DATASET RECORDS
......

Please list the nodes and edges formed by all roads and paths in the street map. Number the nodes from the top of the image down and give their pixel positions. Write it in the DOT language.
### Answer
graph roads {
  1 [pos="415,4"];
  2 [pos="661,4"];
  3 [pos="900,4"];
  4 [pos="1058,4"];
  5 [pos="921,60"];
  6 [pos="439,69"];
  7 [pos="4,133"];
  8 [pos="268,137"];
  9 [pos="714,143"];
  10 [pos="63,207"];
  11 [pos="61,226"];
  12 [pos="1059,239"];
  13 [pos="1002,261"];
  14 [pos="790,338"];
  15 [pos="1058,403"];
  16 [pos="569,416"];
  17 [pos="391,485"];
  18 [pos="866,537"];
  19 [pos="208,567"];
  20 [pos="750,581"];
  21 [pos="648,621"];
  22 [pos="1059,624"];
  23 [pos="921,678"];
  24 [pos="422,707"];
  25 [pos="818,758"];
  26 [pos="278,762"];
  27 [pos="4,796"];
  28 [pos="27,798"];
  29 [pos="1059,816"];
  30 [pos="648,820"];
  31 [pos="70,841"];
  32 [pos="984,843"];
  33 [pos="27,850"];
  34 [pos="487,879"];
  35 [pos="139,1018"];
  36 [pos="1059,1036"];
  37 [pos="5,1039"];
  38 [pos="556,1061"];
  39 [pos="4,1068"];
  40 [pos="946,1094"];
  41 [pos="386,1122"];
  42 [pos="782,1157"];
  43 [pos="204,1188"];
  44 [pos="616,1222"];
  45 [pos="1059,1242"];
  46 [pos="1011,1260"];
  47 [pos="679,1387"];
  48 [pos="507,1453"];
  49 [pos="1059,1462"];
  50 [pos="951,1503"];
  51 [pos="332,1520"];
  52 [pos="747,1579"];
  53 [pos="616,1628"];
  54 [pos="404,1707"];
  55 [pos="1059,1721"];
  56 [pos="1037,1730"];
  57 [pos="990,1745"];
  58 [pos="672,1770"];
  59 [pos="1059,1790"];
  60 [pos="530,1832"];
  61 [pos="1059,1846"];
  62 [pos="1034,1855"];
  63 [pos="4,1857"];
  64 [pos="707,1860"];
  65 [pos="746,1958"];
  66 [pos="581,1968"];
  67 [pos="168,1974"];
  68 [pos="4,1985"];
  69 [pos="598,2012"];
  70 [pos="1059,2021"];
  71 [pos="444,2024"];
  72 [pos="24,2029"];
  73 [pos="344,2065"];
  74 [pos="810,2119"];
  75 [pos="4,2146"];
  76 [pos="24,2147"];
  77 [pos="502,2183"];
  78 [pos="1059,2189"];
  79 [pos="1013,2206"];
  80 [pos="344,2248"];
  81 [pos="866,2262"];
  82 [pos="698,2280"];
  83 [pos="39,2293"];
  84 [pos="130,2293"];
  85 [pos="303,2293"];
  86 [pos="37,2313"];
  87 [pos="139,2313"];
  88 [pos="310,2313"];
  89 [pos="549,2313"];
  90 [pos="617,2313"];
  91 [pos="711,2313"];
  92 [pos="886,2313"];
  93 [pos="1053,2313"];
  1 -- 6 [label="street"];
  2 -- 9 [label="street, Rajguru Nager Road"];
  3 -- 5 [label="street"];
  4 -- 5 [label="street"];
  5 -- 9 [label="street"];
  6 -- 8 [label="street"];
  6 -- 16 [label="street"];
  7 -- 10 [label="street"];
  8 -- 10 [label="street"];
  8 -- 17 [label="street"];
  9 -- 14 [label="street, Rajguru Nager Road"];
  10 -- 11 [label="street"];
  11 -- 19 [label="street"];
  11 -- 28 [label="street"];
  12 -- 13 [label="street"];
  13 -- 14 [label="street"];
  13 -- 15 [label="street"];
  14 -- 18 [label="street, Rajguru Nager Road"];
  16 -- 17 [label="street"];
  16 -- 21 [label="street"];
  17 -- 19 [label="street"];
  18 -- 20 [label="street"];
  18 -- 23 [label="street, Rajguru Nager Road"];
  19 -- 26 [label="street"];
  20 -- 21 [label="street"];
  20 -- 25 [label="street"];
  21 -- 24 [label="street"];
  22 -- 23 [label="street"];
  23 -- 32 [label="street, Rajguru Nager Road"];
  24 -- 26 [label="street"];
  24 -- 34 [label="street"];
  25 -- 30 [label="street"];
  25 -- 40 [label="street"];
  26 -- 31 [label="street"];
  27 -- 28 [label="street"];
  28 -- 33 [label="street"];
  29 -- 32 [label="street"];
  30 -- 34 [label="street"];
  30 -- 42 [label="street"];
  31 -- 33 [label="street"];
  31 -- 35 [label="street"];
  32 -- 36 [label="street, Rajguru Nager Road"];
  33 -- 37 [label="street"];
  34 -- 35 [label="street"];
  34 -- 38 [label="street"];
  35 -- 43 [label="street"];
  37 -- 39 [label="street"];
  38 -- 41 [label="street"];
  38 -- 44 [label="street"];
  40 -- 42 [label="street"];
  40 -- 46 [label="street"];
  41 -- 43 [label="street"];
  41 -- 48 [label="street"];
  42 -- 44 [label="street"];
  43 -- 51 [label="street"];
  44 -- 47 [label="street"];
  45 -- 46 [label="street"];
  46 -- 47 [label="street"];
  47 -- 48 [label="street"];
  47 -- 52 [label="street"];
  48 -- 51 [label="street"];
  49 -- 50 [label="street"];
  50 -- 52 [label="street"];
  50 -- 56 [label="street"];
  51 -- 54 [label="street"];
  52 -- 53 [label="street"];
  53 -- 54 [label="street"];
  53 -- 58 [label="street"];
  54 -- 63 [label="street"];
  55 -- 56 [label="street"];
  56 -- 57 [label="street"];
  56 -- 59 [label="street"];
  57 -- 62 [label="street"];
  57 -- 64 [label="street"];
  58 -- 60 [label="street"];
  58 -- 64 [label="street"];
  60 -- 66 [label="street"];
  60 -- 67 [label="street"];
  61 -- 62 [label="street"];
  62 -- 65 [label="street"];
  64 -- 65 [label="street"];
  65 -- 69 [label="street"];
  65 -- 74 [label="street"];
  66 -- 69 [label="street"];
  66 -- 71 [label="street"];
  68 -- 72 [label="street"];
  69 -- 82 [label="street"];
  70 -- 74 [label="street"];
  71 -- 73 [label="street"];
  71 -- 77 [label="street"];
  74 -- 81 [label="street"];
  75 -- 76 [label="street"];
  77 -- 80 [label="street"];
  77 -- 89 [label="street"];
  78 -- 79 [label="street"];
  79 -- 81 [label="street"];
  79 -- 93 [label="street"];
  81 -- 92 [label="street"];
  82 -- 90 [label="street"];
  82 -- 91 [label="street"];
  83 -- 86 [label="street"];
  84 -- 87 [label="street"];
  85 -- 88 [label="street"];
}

......

TASK OBJECTIVE
What lines in the records above include the string "Nager"? Copy each one.

PROBLEM SOLUTION
  2 -- 9 [label="street, Rajguru Nager Road"];
  9 -- 14 [label="street, Rajguru Nager Road"];
  14 -- 18 [label="street, Rajguru Nager Road"];
  18 -- 23 [label="street, Rajguru Nager Road"];
  23 -- 32 [label="street, Rajguru Nager Road"];
  32 -- 36 [label="street, Rajguru Nager Road"];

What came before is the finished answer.